Collected data
────────

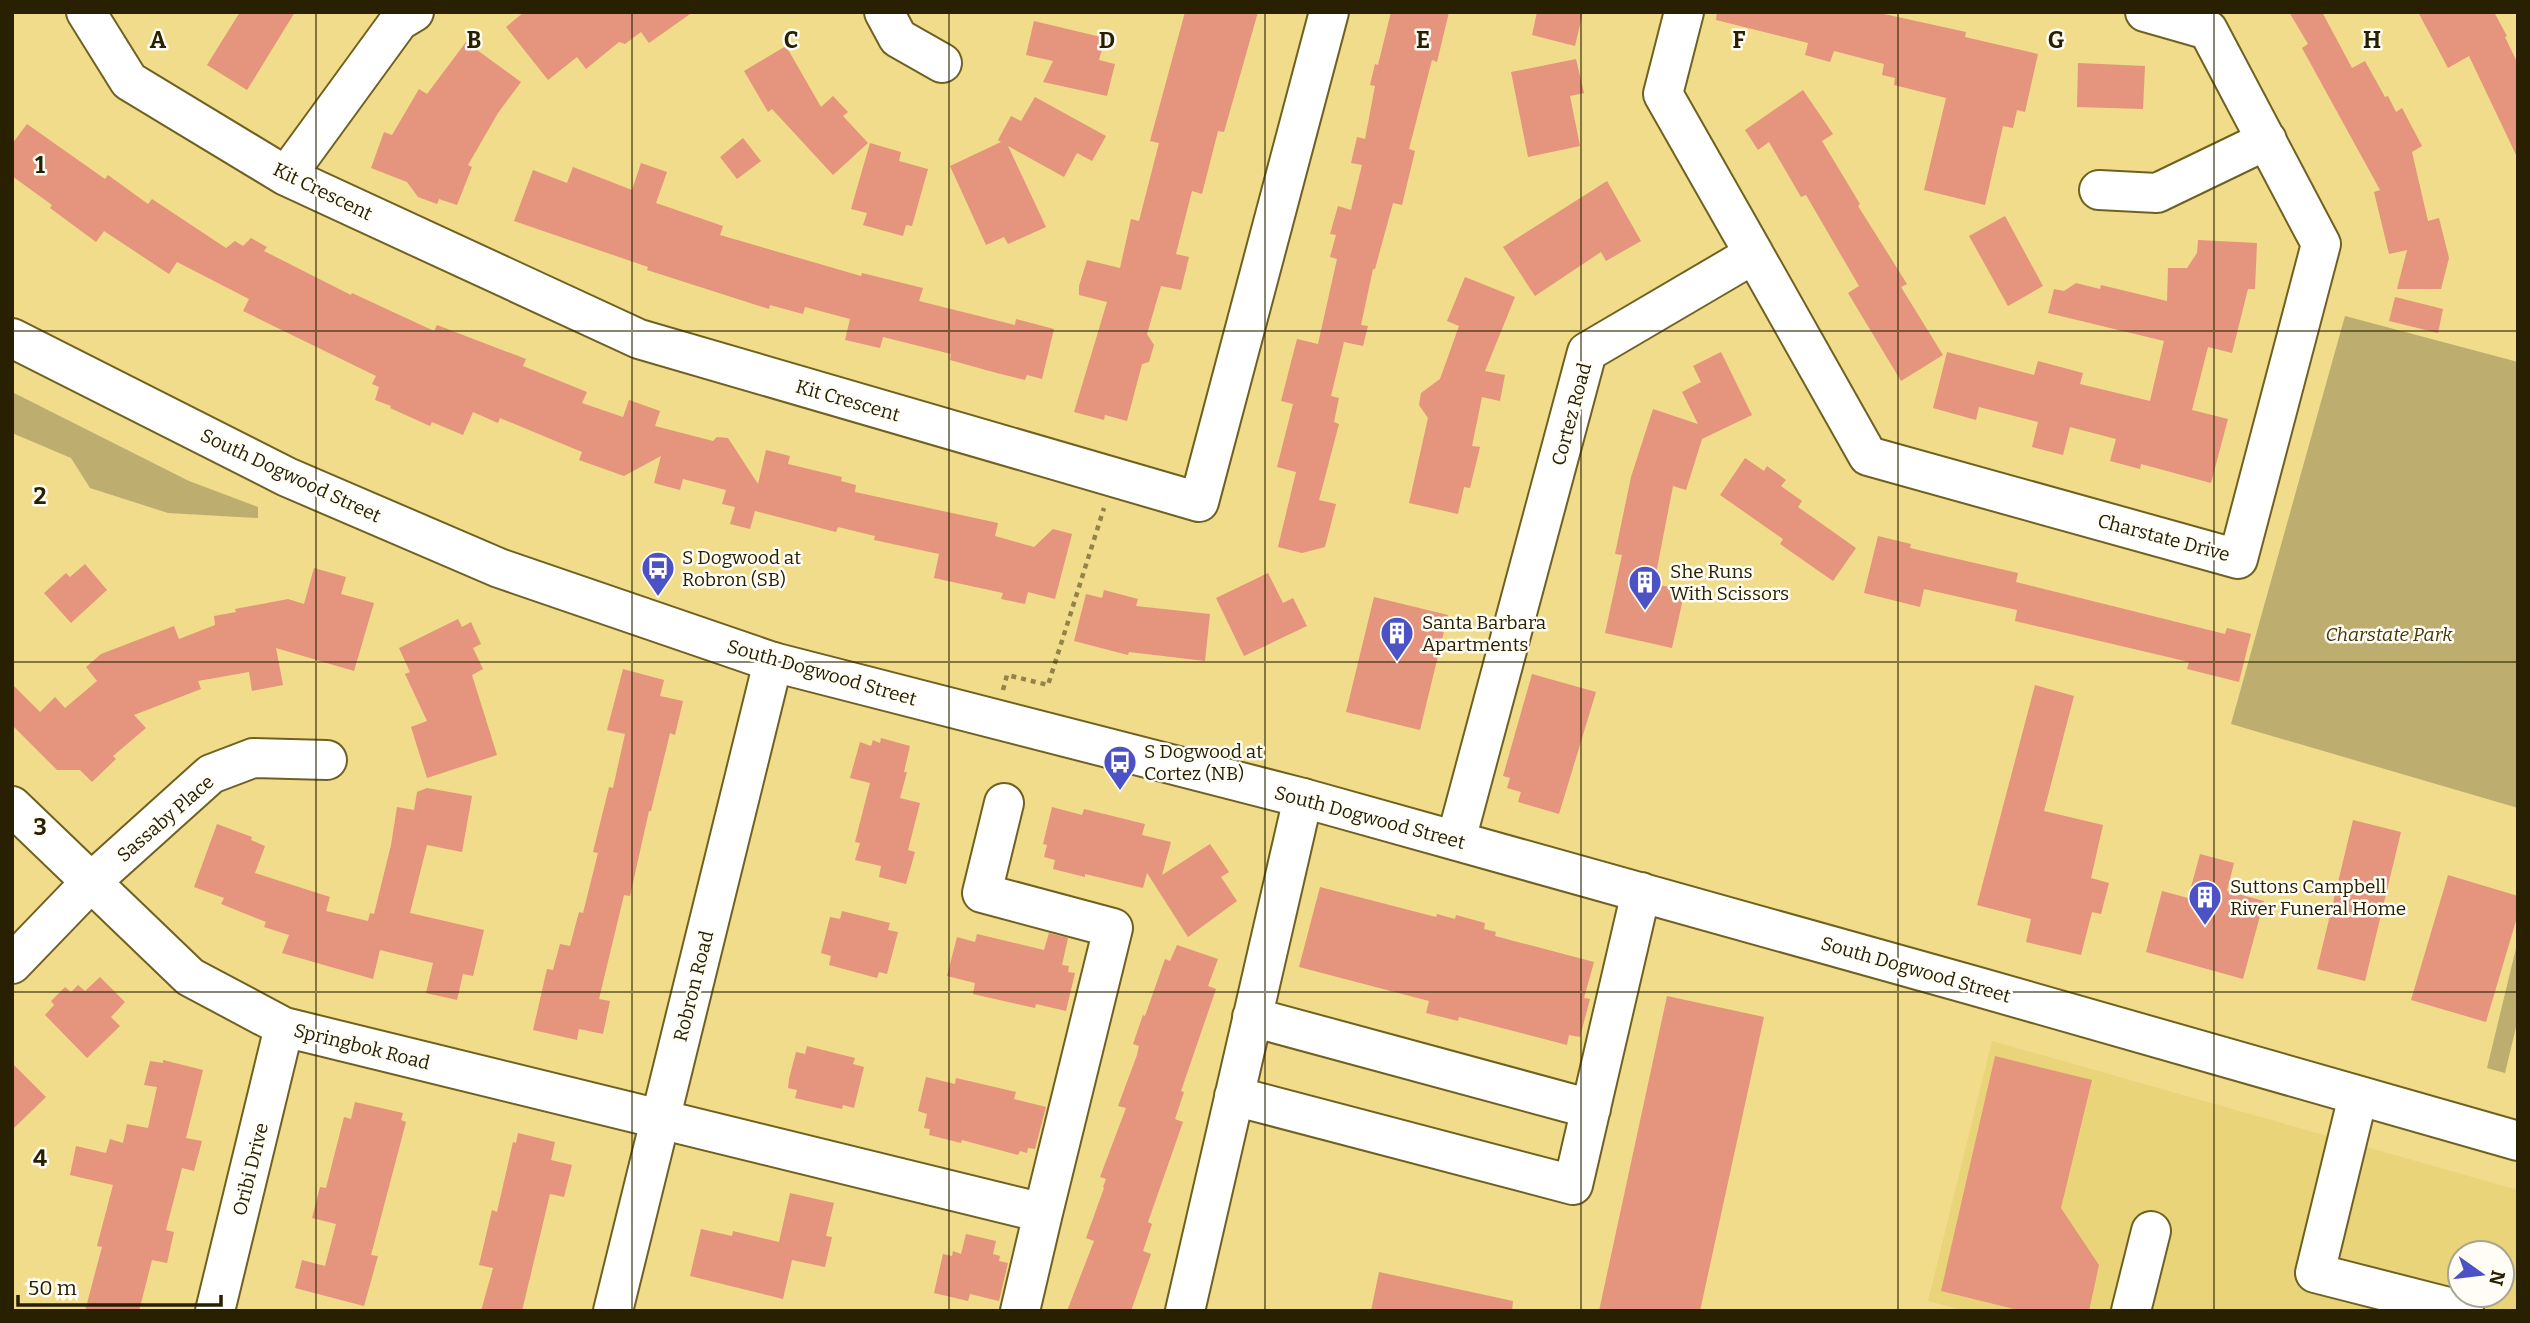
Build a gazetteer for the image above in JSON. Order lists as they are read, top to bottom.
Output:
{
  "streets": {
    "street": [
      "Kit Crescent",
      "Cortez Road",
      "South Dogwood Street",
      "Charstate Drive",
      "Sassaby Place",
      "Robron Road",
      "Springbok Road",
      "Oribi Drive"
    ]
  },
  "crossings": [
    ["Cortez Road", "South Dogwood Street"],
    ["Cortez Road", "Charstate Drive"],
    ["South Dogwood Street", "Robron Road"],
    ["Sassaby Place", "Springbok Road"],
    ["Robron Road", "Springbok Road"],
    ["Springbok Road", "Oribi Drive"]
  ],
  "parks": ["Charstate Park"],
  "places": {
    "bus stop": ["S Dogwood at Robron (SB)", "S Dogwood at Cortez (NB)"],
    "building": ["She Runs With Scissors", "Santa Barbara Apartments", "Suttons Campbell River Funeral Home"]
  },
  "scale_bar": "50 m",
  "north": "right",
  "grid": {
    "columns": [
      "A",
      "B",
      "C",
      "D",
      "E",
      "F",
      "G",
      "H"
    ],
    "rows": [
      "1",
      "2",
      "3",
      "4"
    ]
  }
}
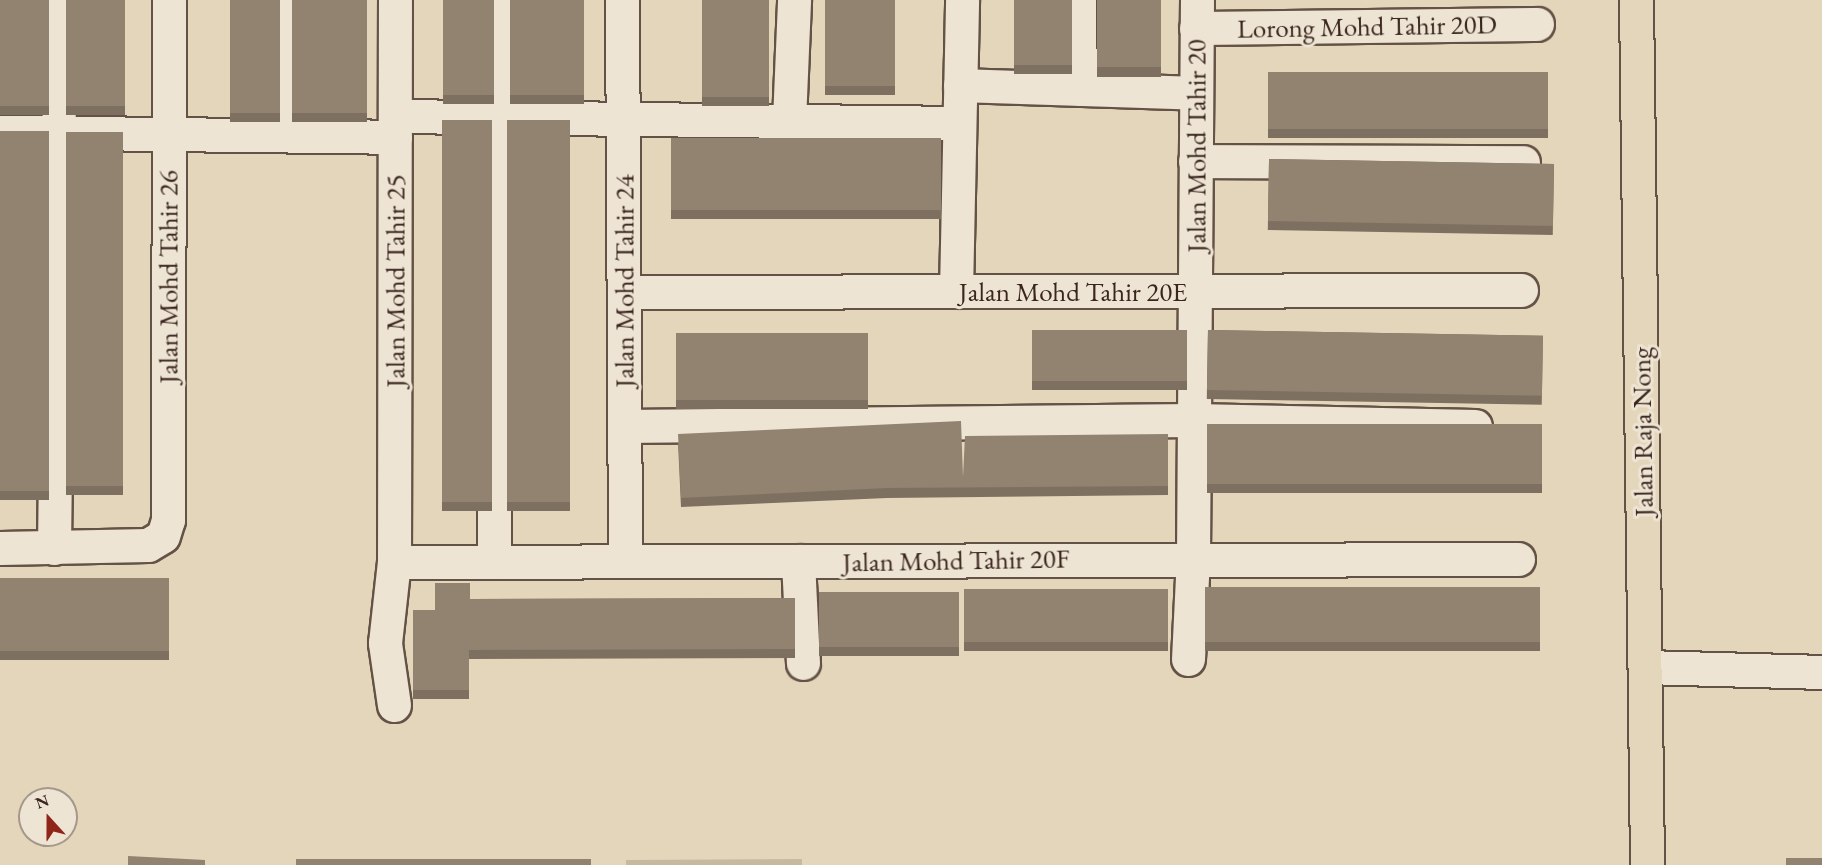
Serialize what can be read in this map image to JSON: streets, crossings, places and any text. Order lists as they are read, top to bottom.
{
  "streets": {
    "main road": ["Jalan Raja Nong"],
    "street": [
      "Lorong Mohd Tahir 20D",
      "Jalan Mohd Tahir 20",
      "Jalan Mohd Tahir 26",
      "Jalan Mohd Tahir 25",
      "Jalan Mohd Tahir 24",
      "Jalan Mohd Tahir 20E",
      "Jalan Mohd Tahir 20F"
    ]
  },
  "crossings": [
    ["Lorong Mohd Tahir 20D", "Jalan Mohd Tahir 20"],
    ["Jalan Mohd Tahir 20", "Jalan Mohd Tahir 20E"],
    ["Jalan Mohd Tahir 20", "Jalan Mohd Tahir 20F"],
    ["Jalan Mohd Tahir 25", "Jalan Mohd Tahir 20F"],
    ["Jalan Mohd Tahir 24", "Jalan Mohd Tahir 20E"],
    ["Jalan Mohd Tahir 24", "Jalan Mohd Tahir 20F"]
  ],
  "north": "top"
}
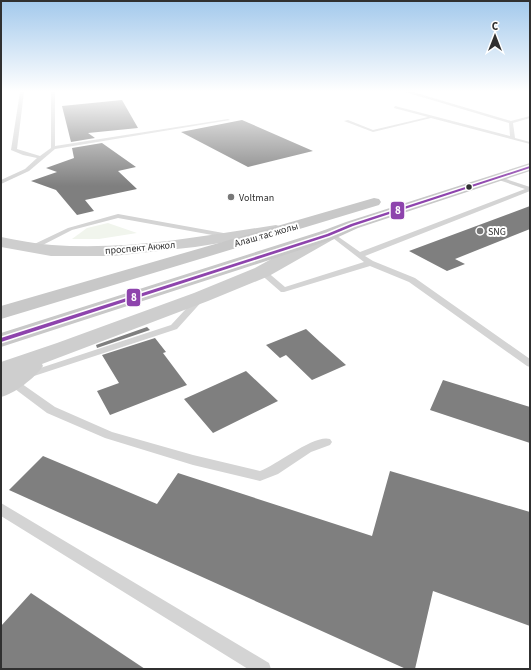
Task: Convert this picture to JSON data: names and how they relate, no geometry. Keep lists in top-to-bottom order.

────────

Without including any pictures, output all the entries above exactly.

# Problem solution:
Build a gazetteer for the image above in JSON. Order lists as they are read, top to bottom.
Output:
{
  "streets": {
    "street": [
      "Kit Crescent",
      "Cortez Road",
      "South Dogwood Street",
      "Charstate Drive",
      "Sassaby Place",
      "Robron Road",
      "Springbok Road",
      "Oribi Drive"
    ]
  },
  "crossings": [
    ["Cortez Road", "South Dogwood Street"],
    ["Cortez Road", "Charstate Drive"],
    ["South Dogwood Street", "Robron Road"],
    ["Sassaby Place", "Springbok Road"],
    ["Robron Road", "Springbok Road"],
    ["Springbok Road", "Oribi Drive"]
  ],
  "parks": ["Charstate Park"],
  "places": {
    "bus stop": ["S Dogwood at Robron (SB)", "S Dogwood at Cortez (NB)"],
    "building": ["She Runs With Scissors", "Santa Barbara Apartments", "Suttons Campbell River Funeral Home"]
  },
  "scale_bar": "50 m",
  "north": "right",
  "grid": {
    "columns": [
      "A",
      "B",
      "C",
      "D",
      "E",
      "F",
      "G",
      "H"
    ],
    "rows": [
      "1",
      "2",
      "3",
      "4"
    ]
  }
}
Serialize what can be read in this map image to JSON: streets, crossings, places and any text. Order lists as they are read, top to bottom.
{
  "streets": {
    "main road": ["Jalan Raja Nong"],
    "street": [
      "Lorong Mohd Tahir 20D",
      "Jalan Mohd Tahir 20",
      "Jalan Mohd Tahir 26",
      "Jalan Mohd Tahir 25",
      "Jalan Mohd Tahir 24",
      "Jalan Mohd Tahir 20E",
      "Jalan Mohd Tahir 20F"
    ]
  },
  "crossings": [
    ["Lorong Mohd Tahir 20D", "Jalan Mohd Tahir 20"],
    ["Jalan Mohd Tahir 20", "Jalan Mohd Tahir 20E"],
    ["Jalan Mohd Tahir 20", "Jalan Mohd Tahir 20F"],
    ["Jalan Mohd Tahir 25", "Jalan Mohd Tahir 20F"],
    ["Jalan Mohd Tahir 24", "Jalan Mohd Tahir 20E"],
    ["Jalan Mohd Tahir 24", "Jalan Mohd Tahir 20F"]
  ],
  "north": "top"
}
Task: Convert this picture to JSON data: names and how they relate, no geometry. Keep lists in top-to-bottom order.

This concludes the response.